Please give a word-for-word repeat of the line containing "Build a gazetteer" and all lines that come after it in the entries below, ending at the last line.

━━━━━━━━

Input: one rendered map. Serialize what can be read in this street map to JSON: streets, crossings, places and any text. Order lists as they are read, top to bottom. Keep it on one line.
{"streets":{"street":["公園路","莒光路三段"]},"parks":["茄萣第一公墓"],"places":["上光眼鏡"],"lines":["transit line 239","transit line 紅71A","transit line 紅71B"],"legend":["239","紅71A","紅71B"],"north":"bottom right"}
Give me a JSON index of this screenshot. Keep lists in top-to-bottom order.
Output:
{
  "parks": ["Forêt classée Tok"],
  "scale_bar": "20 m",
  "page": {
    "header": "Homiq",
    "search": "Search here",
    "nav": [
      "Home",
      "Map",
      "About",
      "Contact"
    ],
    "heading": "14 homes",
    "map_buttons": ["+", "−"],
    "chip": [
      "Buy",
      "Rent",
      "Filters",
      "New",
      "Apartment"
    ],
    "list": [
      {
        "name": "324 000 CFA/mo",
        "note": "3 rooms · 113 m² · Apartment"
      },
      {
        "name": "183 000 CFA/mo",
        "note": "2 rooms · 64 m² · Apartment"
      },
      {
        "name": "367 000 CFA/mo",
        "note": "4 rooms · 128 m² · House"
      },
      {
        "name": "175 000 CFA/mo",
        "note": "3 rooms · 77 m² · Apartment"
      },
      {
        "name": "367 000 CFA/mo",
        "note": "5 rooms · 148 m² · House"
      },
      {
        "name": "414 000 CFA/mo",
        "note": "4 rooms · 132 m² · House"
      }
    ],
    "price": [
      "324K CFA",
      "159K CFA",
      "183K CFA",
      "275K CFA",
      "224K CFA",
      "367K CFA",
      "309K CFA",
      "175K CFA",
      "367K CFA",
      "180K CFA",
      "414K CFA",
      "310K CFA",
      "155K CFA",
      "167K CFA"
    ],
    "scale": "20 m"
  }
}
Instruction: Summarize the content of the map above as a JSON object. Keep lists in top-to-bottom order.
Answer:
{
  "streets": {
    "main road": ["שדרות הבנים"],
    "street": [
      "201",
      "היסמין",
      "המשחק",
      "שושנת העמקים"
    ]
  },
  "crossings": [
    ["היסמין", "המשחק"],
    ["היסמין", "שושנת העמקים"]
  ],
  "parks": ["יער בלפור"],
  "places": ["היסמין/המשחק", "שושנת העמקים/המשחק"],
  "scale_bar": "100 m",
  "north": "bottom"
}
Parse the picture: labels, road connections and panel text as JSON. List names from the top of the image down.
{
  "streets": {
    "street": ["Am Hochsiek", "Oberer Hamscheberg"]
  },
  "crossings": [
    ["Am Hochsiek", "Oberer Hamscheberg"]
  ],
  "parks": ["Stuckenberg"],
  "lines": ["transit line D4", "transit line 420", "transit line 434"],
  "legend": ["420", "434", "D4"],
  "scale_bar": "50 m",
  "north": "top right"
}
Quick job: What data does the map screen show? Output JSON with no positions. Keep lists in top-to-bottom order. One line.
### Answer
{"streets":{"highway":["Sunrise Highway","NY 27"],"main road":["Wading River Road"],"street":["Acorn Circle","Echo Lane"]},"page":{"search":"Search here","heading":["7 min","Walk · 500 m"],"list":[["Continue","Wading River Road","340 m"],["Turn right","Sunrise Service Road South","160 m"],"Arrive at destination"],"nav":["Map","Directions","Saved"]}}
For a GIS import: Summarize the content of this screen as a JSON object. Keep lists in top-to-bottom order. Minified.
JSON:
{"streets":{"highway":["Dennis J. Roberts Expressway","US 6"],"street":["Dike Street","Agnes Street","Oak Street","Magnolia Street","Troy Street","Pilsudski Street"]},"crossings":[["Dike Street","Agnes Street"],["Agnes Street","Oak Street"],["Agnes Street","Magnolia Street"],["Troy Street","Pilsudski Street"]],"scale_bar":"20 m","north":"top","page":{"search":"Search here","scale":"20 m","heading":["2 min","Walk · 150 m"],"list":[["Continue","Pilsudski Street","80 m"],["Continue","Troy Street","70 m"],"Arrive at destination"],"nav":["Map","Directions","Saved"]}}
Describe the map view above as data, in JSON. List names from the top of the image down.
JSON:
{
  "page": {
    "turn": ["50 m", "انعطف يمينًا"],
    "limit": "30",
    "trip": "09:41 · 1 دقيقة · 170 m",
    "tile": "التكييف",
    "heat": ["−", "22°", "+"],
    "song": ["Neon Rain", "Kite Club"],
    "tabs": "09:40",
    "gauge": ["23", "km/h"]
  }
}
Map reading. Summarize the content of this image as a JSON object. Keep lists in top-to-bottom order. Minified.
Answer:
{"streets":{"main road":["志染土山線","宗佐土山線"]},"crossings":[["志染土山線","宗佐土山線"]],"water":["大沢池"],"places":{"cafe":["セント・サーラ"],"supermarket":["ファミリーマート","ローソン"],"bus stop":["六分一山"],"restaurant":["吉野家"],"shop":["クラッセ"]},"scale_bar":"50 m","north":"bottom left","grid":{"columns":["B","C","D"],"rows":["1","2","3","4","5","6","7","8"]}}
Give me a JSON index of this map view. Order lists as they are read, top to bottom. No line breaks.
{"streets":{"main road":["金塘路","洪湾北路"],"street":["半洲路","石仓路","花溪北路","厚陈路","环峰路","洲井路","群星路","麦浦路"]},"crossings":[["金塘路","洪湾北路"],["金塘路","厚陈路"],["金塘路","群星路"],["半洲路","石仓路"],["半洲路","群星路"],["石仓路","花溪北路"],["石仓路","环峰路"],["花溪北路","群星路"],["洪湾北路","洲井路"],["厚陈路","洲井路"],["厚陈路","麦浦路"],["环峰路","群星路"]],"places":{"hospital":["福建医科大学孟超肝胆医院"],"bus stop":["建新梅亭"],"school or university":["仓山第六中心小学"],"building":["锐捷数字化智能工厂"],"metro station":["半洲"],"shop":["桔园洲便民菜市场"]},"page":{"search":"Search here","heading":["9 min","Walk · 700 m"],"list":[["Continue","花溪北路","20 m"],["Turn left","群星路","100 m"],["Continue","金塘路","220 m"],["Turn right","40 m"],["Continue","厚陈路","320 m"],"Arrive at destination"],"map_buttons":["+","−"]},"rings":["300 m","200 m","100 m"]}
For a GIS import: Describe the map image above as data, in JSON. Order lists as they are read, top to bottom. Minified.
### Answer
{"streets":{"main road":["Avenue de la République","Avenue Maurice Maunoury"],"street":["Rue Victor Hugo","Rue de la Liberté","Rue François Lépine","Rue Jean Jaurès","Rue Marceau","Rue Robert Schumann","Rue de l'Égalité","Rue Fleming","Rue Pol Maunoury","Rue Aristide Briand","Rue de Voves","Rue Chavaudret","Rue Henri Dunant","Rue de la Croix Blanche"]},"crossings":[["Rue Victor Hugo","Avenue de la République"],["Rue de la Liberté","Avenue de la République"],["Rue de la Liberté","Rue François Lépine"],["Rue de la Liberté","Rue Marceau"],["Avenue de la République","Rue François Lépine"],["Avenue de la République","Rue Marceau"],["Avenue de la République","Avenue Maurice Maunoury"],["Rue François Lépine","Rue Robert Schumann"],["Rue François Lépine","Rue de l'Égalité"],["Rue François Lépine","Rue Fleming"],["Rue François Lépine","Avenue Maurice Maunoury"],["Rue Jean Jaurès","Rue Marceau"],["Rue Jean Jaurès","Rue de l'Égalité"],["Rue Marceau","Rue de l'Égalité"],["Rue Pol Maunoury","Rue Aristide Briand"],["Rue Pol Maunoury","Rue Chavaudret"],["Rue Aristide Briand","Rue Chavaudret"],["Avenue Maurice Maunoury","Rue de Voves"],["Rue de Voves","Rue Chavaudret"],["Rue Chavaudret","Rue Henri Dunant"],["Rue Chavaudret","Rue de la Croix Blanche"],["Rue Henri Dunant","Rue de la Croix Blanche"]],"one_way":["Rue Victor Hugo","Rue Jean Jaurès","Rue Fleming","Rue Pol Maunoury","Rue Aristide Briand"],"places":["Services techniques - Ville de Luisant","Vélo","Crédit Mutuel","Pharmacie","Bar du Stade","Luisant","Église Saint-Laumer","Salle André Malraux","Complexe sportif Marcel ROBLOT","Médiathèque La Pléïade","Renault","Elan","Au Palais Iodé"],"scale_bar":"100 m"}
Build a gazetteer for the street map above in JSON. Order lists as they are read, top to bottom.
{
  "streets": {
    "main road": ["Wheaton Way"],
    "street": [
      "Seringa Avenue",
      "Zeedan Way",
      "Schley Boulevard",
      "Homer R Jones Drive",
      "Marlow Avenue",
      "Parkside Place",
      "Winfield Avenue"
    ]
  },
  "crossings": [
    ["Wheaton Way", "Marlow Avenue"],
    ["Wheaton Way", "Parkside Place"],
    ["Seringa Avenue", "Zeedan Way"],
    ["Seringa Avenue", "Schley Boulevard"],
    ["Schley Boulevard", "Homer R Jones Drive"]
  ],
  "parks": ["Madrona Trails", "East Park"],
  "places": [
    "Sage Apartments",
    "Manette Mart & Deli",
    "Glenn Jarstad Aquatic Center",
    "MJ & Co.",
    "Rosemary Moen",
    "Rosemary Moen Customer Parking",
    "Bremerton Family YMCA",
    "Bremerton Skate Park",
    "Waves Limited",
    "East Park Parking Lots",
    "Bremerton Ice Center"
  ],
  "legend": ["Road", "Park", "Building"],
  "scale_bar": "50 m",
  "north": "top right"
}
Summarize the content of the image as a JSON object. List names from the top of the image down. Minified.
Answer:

━━━━━━━━

**RESPONSE TO THE EXERCISE:**
Build a gazetteer for the street map above in JSON. Order lists as they are read, top to bottom.
{
  "streets": {
    "main road": ["Wheaton Way"],
    "street": [
      "Seringa Avenue",
      "Zeedan Way",
      "Schley Boulevard",
      "Homer R Jones Drive",
      "Marlow Avenue",
      "Parkside Place",
      "Winfield Avenue"
    ]
  },
  "crossings": [
    ["Wheaton Way", "Marlow Avenue"],
    ["Wheaton Way", "Parkside Place"],
    ["Seringa Avenue", "Zeedan Way"],
    ["Seringa Avenue", "Schley Boulevard"],
    ["Schley Boulevard", "Homer R Jones Drive"]
  ],
  "parks": ["Madrona Trails", "East Park"],
  "places": [
    "Sage Apartments",
    "Manette Mart & Deli",
    "Glenn Jarstad Aquatic Center",
    "MJ & Co.",
    "Rosemary Moen",
    "Rosemary Moen Customer Parking",
    "Bremerton Family YMCA",
    "Bremerton Skate Park",
    "Waves Limited",
    "East Park Parking Lots",
    "Bremerton Ice Center"
  ],
  "legend": ["Road", "Park", "Building"],
  "scale_bar": "50 m",
  "north": "top right"
}
Summarize the content of the image as a JSON object. List names from the top of the image down. Minified.
Answer:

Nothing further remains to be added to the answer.